§ AIM OF THE EXERCISE
Go through the records below from the first line and print each one exactly, stopping after the line that contains "Build a routing". Do not print pictures or anything past that line.

§ MATERIAL FOR THIS TASK
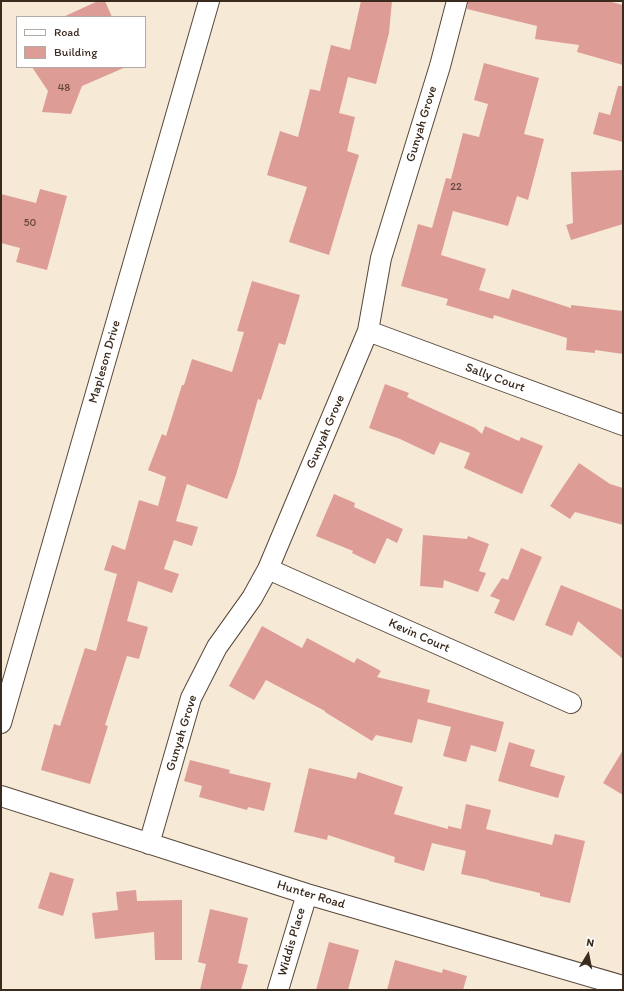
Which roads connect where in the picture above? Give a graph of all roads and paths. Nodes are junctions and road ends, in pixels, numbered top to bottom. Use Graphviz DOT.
graph roads {
  1 [pos="209,1"];
  2 [pos="457,1"];
  3 [pos="368,331"];
  4 [pos="623,425"];
  5 [pos="268,570"];
  6 [pos="571,703"];
  7 [pos="1,722"];
  8 [pos="1,796"];
  9 [pos="149,844"];
  10 [pos="307,894"];
  11 [pos="623,986"];
  12 [pos="278,990"];
  1 -- 7 [label="street, Mapleson Drive"];
  2 -- 3 [label="street, Gunyah Grove"];
  3 -- 4 [label="street, Sally Court"];
  3 -- 5 [label="street, Gunyah Grove"];
  5 -- 6 [label="street, Kevin Court"];
  5 -- 9 [label="street, Gunyah Grove"];
  8 -- 9 [label="street, Hunter Road"];
  9 -- 10 [label="street, Hunter Road"];
  10 -- 11 [label="street, Hunter Road"];
  10 -- 12 [label="street, Widdis Place"];
}
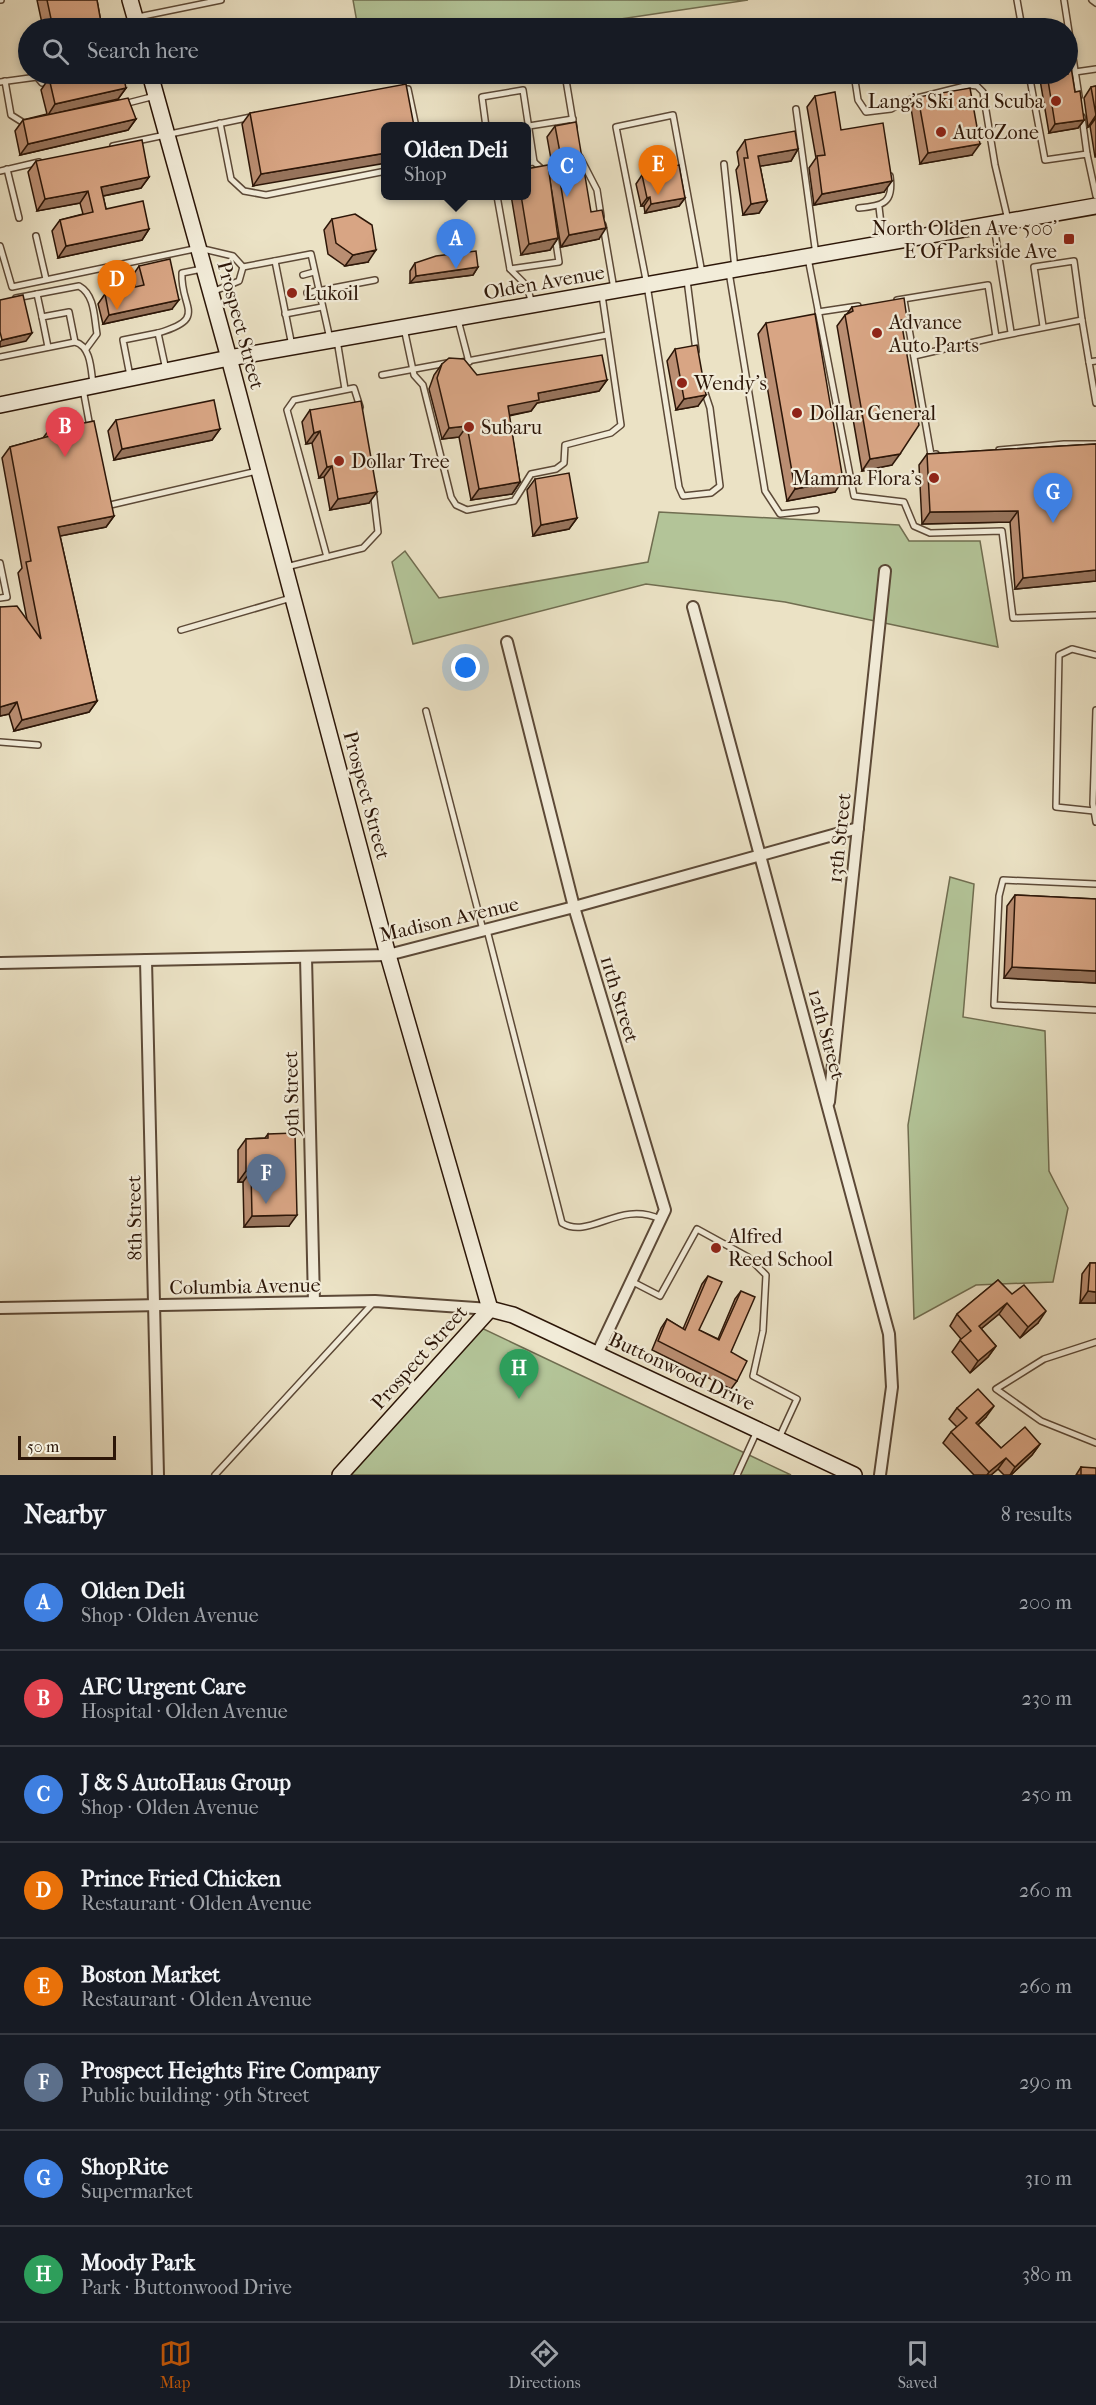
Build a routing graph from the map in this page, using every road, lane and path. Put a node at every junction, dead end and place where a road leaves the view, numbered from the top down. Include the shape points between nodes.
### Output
1 (130, 0) edge
2 (221, 0) edge
3 (1017, 0) edge
4 (1064, 0) edge
5 (1092, 0) edge
6 (1096, 3) edge
7 (135, 18) edge
8 (154, 18) edge
9 (1020, 18) edge
10 (1067, 18) edge
11 (1096, 69) edge
12 (1078, 72) edge
13 (18, 79) edge
14 (3, 82) edge
15 (153, 84) edge
16 (568, 84) edge
17 (856, 84) edge
18 (1031, 84) edge
19 (1077, 84) edge
20 (396, 91) edge
21 (157, 96) junction
22 (111, 107) edge
23 (796, 110) dead end
24 (876, 113) junction
25 (255, 116) edge
26 (573, 119) junction
27 (415, 122) edge
28 (485, 122) edge
29 (528, 122) edge
30 (37, 123) edge
31 (220, 123) junction
32 (878, 123) edge
33 (531, 126) edge
34 (574, 130) edge
35 (167, 134) junction
36 (531, 140) edge
37 (106, 147) edge
38 (578, 153) edge
39 (1088, 154) junction
40 (51, 160) edge
41 (531, 162) edge
42 (534, 162) junction
43 (724, 164) dead end
44 (3, 170) edge
45 (381, 172) edge
46 (889, 172) edge
47 (546, 183) edge
48 (1096, 196) edge
49 (498, 200) edge
50 (1096, 206) edge
51 (879, 207) junction
52 (859, 208) dead end
53 (19, 218) dead end
54 (1001, 223) junction
55 (554, 228) edge
56 (36, 236) dead end
57 (883, 244) junction
58 (0, 246) edge
59 (199, 248) junction
60 (812, 257) junction
61 (275, 261) junction
62 (243, 267) junction
63 (204, 269) junction
64 (510, 269) junction
65 (732, 271) junction
66 (314, 272) junction
67 (303, 275) dead end
68 (694, 277) junction
69 (46, 279) junction
70 (375, 280) dead end
71 (647, 285) junction
72 (318, 291) junction
73 (211, 292) junction
74 (608, 292) junction
75 (307, 293) dead end
76 (37, 294) junction
77 (904, 298) junction
78 (9, 300) edge
79 (893, 300) edge
80 (870, 304) edge
81 (533, 305) junction
82 (322, 307) junction
83 (818, 312) junction
84 (285, 314) junction
85 (42, 317) junction
86 (458, 319) junction
87 (1082, 320) junction
88 (1043, 327) junction
89 (404, 328) junction
90 (1011, 332) junction
91 (158, 333) junction
92 (607, 335) junction
93 (996, 337) junction
94 (333, 340) junction
95 (75, 342) junction
96 (48, 347) junction
97 (293, 348) junction
98 (86, 349) junction
99 (697, 355) edge
100 (914, 356) junction
101 (0, 357) edge
102 (229, 358) junction
103 (1096, 361) edge
104 (469, 362) junction
105 (1089, 363) junction
106 (413, 369) junction
107 (166, 371) junction
108 (382, 375) dead end
109 (130, 378) junction
110 (88, 387) junction
111 (703, 387) edge
112 (345, 389) junction
113 (1096, 403) edge
114 (0, 405) edge
115 (362, 418) edge
116 (91, 431) edge
117 (1096, 444) edge
118 (986, 451) edge
119 (942, 454) edge
120 (259, 470) junction
121 (372, 485) edge
122 (103, 496) edge
123 (816, 510) dead end
124 (327, 557) junction
125 (0, 563) edge
126 (285, 568) junction
127 (885, 571) dead end
128 (293, 597) junction
129 (0, 598) edge
130 (693, 607) dead end
131 (1096, 615) edge
132 (181, 630) dead end
133 (507, 642) dead end
134 (1096, 655) edge
135 (1096, 710) edge
136 (426, 711) dead end
137 (0, 742) edge
138 (38, 745) dead end
139 (1094, 811) junction
140 (1096, 822) edge
141 (858, 828) junction
142 (760, 855) junction
143 (1096, 884) edge
144 (574, 907) junction
145 (485, 930) junction
146 (388, 955) junction
147 (306, 957) junction
148 (146, 960) junction
149 (0, 963) edge
150 (1096, 1010) edge
151 (828, 1109) junction
152 (660, 1219) junction
153 (631, 1281) junction
154 (375, 1301) junction
155 (314, 1302) junction
156 (154, 1305) junction
157 (0, 1308) edge
158 (490, 1309) junction
159 (1096, 1342) edge
160 (597, 1354) junction
161 (757, 1430) junction
162 (778, 1440) junction
163 (1096, 1443) edge
164 (158, 1475) edge
165 (215, 1475) edge
166 (340, 1475) edge
167 (737, 1475) edge
168 (854, 1475) edge
169 (880, 1475) edge

1 - 7 street
2 - 8 lane
3 - 9 lane
4 - 10 lane
5 - 6 lane
11 - 12 lane
13 - 14 lane
14 - 30 lane via 11,115 26,125
15 - 21 street, Prospect Street
16 - 26 lane
17 - 24 lane via 861,107
18 - 39 lane via 1045,160
19 - 39 lane
20 - 27 lane via 408,89
21 - 22 lane
21 - 35 street, Prospect Street
23 - 60 lane
24 - 32 lane
24 - 54 lane via 938,92 977,86 983,92
25 - 31 lane
26 - 33 lane
26 - 34 lane
28 - 29 lane via 482,97 524,90
31 - 35 lane
31 - 45 lane via 230,175 244,191 266,195
35 - 37 lane
35 - 59 street, Prospect Street
36 - 42 lane
38 - 74 lane via 597,190
39 - 48 lane
40 - 44 lane
41 - 42 lane
42 - 47 lane via 544,172
43 - 65 lane
44 - 53 lane
46 - 51 lane via 892,190
49 - 64 lane
50 - 54 street, Olden Avenue
51 - 52 lane
51 - 57 lane
54 - 57 street, Olden Avenue
54 - 90 lane
55 - 64 lane via 559,262
56 - 69 lane
57 - 60 street, Olden Avenue
58 - 69 lane via 12,287
59 - 62 lane via 233,256
59 - 63 street, Prospect Street
59 - 69 lane
60 - 65 street, Olden Avenue
60 - 83 lane
61 - 62 lane
61 - 66 lane via 311,254
61 - 84 lane via 282,279
62 - 73 lane via 239,281
63 - 73 street, Prospect Street
63 - 91 lane via 182,273 187,319 180,326
64 - 81 lane via 527,286
65 - 68 street, Olden Avenue
65 - 123 lane via 765,491 780,514
66 - 67 lane
66 - 72 lane
68 - 71 street, Olden Avenue
68 - 71 lane via 673,115 616,127
68 - 99 lane
70 - 72 lane
71 - 74 street, Olden Avenue
71 - 111 lane via 683,496 711,493 720,486 710,408
72 - 75 lane
72 - 82 lane
73 - 102 street, Prospect Street
74 - 81 street, Olden Avenue
74 - 92 lane
76 - 78 lane
76 - 85 lane
76 - 98 lane via 79,286 86,290 97,334
77 - 79 lane
77 - 93 lane via 988,285
77 - 100 lane
80 - 83 lane
81 - 86 street, Olden Avenue
82 - 84 lane
82 - 94 lane
83 - 131 lane via 854,496 904,502 914,526 930,533 1002,531 1013,618
84 - 97 lane
85 - 95 lane via 69,312
85 - 96 lane
86 - 89 street, Olden Avenue
86 - 104 lane
87 - 88 lane
87 - 88 lane via 1074,261 1034,267
87 - 105 lane
88 - 90 lane
89 - 94 street, Olden Avenue
89 - 106 lane
90 - 93 lane
91 - 107 lane
91 - 109 lane via 123,339
92 - 104 lane
92 - 106 lane via 621,425 611,433 565,445 564,463 556,469 531,474 514,501 467,510 456,505 451,497 423,385
93 - 100 lane
94 - 97 street, Olden Avenue
94 - 112 lane
95 - 96 lane
95 - 98 lane
96 - 101 lane
97 - 102 street, Olden Avenue
98 - 110 lane
100 - 119 lane via 931,454
102 - 107 street, Olden Avenue
102 - 120 street, Prospect Street
103 - 105 lane
104 - 106 lane
105 - 113 lane
106 - 108 lane
107 - 109 street, Olden Avenue
109 - 110 street, Olden Avenue
110 - 114 street, Olden Avenue
110 - 116 lane
112 - 115 lane via 354,388 359,396
112 - 124 lane via 294,400 287,410
117 - 118 lane
120 - 122 lane via 105,507
120 - 126 street, Prospect Street
121 - 124 lane via 378,532 363,548
124 - 126 lane
125 - 129 lane via 7,597
126 - 128 street, Prospect Street
127 - 141 street, 13th Street
128 - 132 lane
128 - 146 street, Prospect Street
130 - 142 street, 12th Street
133 - 144 street, 11th Street
134 - 139 lane via 1072,648 1059,655 1056,807
135 - 139 lane
136 - 145 lane
137 - 138 lane
139 - 140 lane
141 - 142 street, Madison Avenue
141 - 151 street, 13th Street
142 - 144 street, Madison Avenue
142 - 151 street, 12th Street
143 - 150 lane via 1003,880 994,1005
144 - 145 street, Madison Avenue
144 - 152 street, 11th Street via 664,1210
145 - 146 street, Madison Avenue
145 - 152 lane via 562,1223 581,1228 635,1212
146 - 147 street, Madison Avenue
146 - 158 street, Prospect Street
147 - 148 street, Madison Avenue
147 - 155 street, 9th Street
148 - 149 street, Madison Avenue
148 - 156 street, 8th Street
151 - 169 street, 12th Street via 889,1334 892,1387
152 - 153 street, 11th Street
153 - 160 street, 11th Street
153 - 162 lane via 660,1296 697,1229 748,1257 760,1269 765,1275 763,1331 753,1376 797,1400
154 - 155 street, Columbia Avenue
154 - 158 street, Columbia Avenue
154 - 165 lane
155 - 156 street, Columbia Avenue
156 - 157 street, Columbia Avenue
156 - 164 street, 8th Street
158 - 160 street, Buttonwood Drive via 513,1315
158 - 166 street, Prospect Street
159 - 163 lane via 1044,1359 996,1389 1041,1421
160 - 161 street, Buttonwood Drive
161 - 162 street, Buttonwood Drive
161 - 167 lane
162 - 168 street, Buttonwood Drive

§ EXPECTED ANSWER
Which roads connect where in the picture above? Give a graph of all roads and paths. Nodes are junctions and road ends, in pixels, numbered top to bottom. Use Graphviz DOT.
graph roads {
  1 [pos="209,1"];
  2 [pos="457,1"];
  3 [pos="368,331"];
  4 [pos="623,425"];
  5 [pos="268,570"];
  6 [pos="571,703"];
  7 [pos="1,722"];
  8 [pos="1,796"];
  9 [pos="149,844"];
  10 [pos="307,894"];
  11 [pos="623,986"];
  12 [pos="278,990"];
  1 -- 7 [label="street, Mapleson Drive"];
  2 -- 3 [label="street, Gunyah Grove"];
  3 -- 4 [label="street, Sally Court"];
  3 -- 5 [label="street, Gunyah Grove"];
  5 -- 6 [label="street, Kevin Court"];
  5 -- 9 [label="street, Gunyah Grove"];
  8 -- 9 [label="street, Hunter Road"];
  9 -- 10 [label="street, Hunter Road"];
  10 -- 11 [label="street, Hunter Road"];
  10 -- 12 [label="street, Widdis Place"];
}
Build a routing graph from the map in this page, using every road, lane and path. Put a node at every junction, dead end and place where a road leaves the view, numbered from the top down. Include the shape points between nodes.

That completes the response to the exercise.